SUPPLIED MATERIAL:
####################
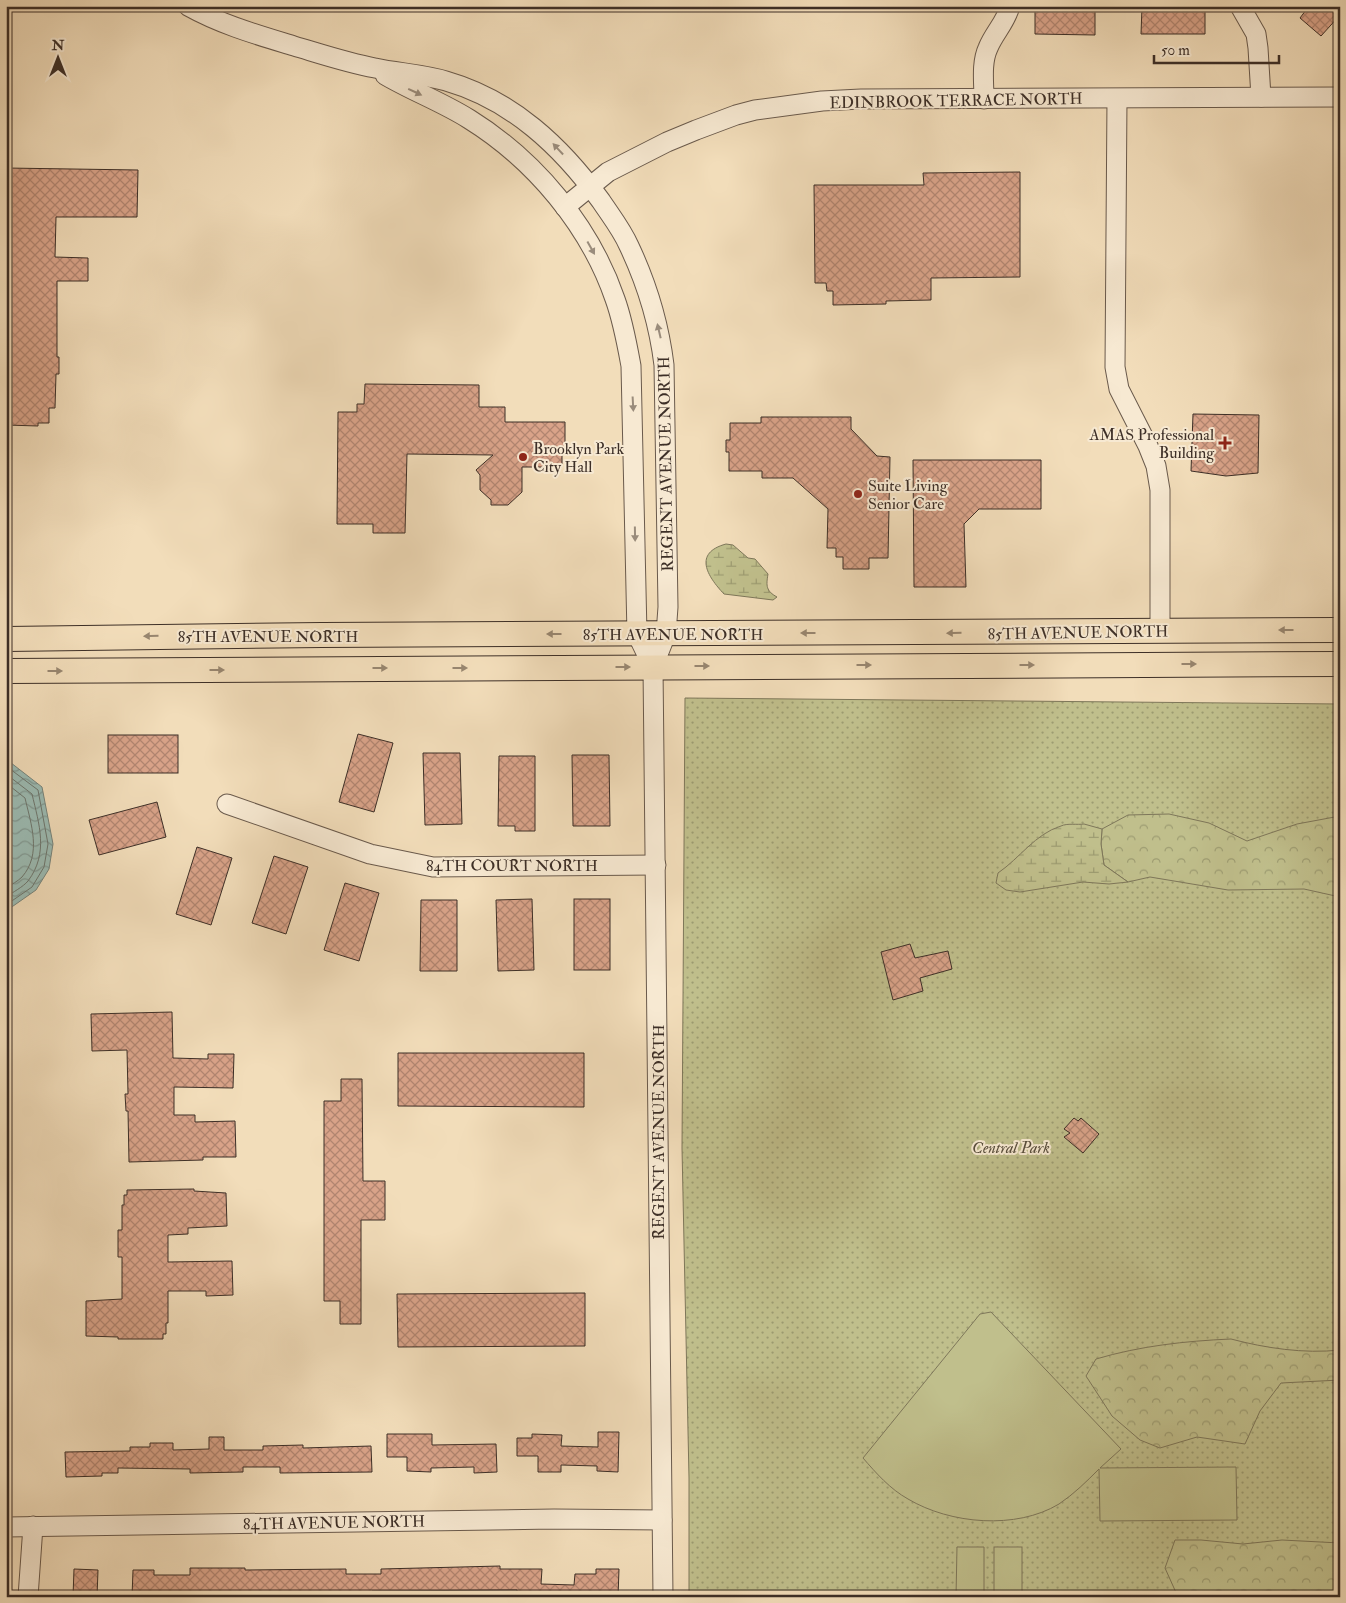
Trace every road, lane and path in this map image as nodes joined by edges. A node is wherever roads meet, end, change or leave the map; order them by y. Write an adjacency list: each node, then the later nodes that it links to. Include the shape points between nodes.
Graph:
####################
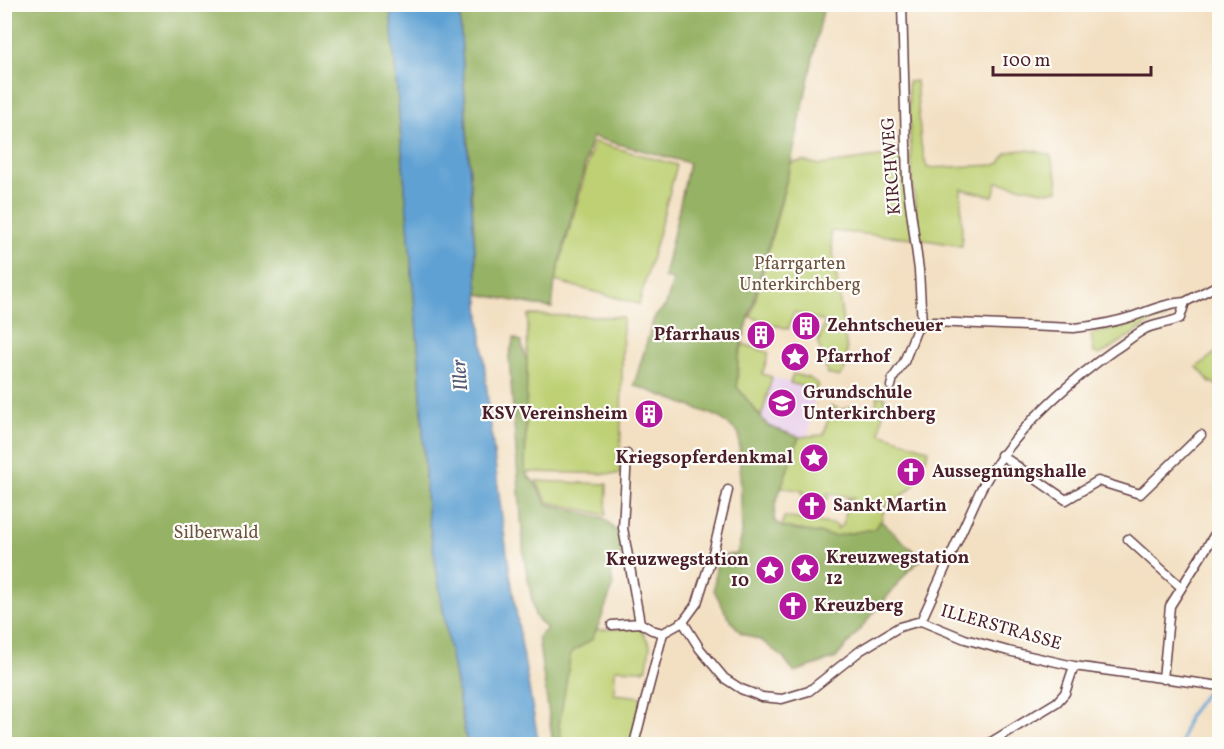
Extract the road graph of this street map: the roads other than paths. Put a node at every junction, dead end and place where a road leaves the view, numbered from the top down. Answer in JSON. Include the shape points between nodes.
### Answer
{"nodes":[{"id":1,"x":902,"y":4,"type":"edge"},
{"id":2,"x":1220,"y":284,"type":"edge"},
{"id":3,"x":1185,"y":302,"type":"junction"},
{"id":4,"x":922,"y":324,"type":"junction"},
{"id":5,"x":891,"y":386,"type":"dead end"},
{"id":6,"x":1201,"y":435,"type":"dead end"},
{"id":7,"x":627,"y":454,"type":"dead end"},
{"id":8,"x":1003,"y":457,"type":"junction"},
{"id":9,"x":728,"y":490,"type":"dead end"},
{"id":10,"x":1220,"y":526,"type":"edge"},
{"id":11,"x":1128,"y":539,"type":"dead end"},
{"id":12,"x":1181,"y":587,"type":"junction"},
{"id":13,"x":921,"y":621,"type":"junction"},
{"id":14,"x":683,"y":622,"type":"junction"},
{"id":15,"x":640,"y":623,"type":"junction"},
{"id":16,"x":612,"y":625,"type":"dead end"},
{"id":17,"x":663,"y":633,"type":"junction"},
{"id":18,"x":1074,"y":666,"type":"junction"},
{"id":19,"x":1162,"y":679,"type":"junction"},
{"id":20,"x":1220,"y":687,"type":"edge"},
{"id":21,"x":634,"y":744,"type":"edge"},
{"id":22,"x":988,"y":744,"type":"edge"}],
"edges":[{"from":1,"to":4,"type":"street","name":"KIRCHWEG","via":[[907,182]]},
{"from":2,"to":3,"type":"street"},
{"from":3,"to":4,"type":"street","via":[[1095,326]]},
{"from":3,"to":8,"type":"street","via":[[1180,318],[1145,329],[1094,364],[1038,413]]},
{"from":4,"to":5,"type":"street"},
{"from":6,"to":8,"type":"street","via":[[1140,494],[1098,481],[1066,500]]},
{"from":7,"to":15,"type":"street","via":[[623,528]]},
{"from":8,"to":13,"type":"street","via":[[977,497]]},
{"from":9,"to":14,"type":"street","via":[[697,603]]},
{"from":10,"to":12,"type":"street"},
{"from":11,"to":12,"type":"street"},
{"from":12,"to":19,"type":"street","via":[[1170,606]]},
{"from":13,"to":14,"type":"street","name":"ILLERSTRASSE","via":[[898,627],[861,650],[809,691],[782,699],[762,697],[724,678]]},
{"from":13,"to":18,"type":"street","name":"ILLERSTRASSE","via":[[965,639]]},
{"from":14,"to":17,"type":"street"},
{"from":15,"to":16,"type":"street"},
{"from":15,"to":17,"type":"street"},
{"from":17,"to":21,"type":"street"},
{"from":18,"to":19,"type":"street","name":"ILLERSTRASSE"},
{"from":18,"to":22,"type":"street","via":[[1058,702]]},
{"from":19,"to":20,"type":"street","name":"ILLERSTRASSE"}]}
####################
Within the data above, find the lines that contain the word "between" and copy each of them.

Trace every road, lane and path in this map image as nodes joined by edges. A node is wherever roads meet, end, change or leave the map; order them by y. Write an adjacency list: each node, then the later nodes that it links to. Include the shape points between nodes.
Extract the road graph of this street map: the roads other than paths. Put a node at every junction, dead end and place where a road leaves the view, numbered from the top down. Answer in JSON. Include the shape points between nodes.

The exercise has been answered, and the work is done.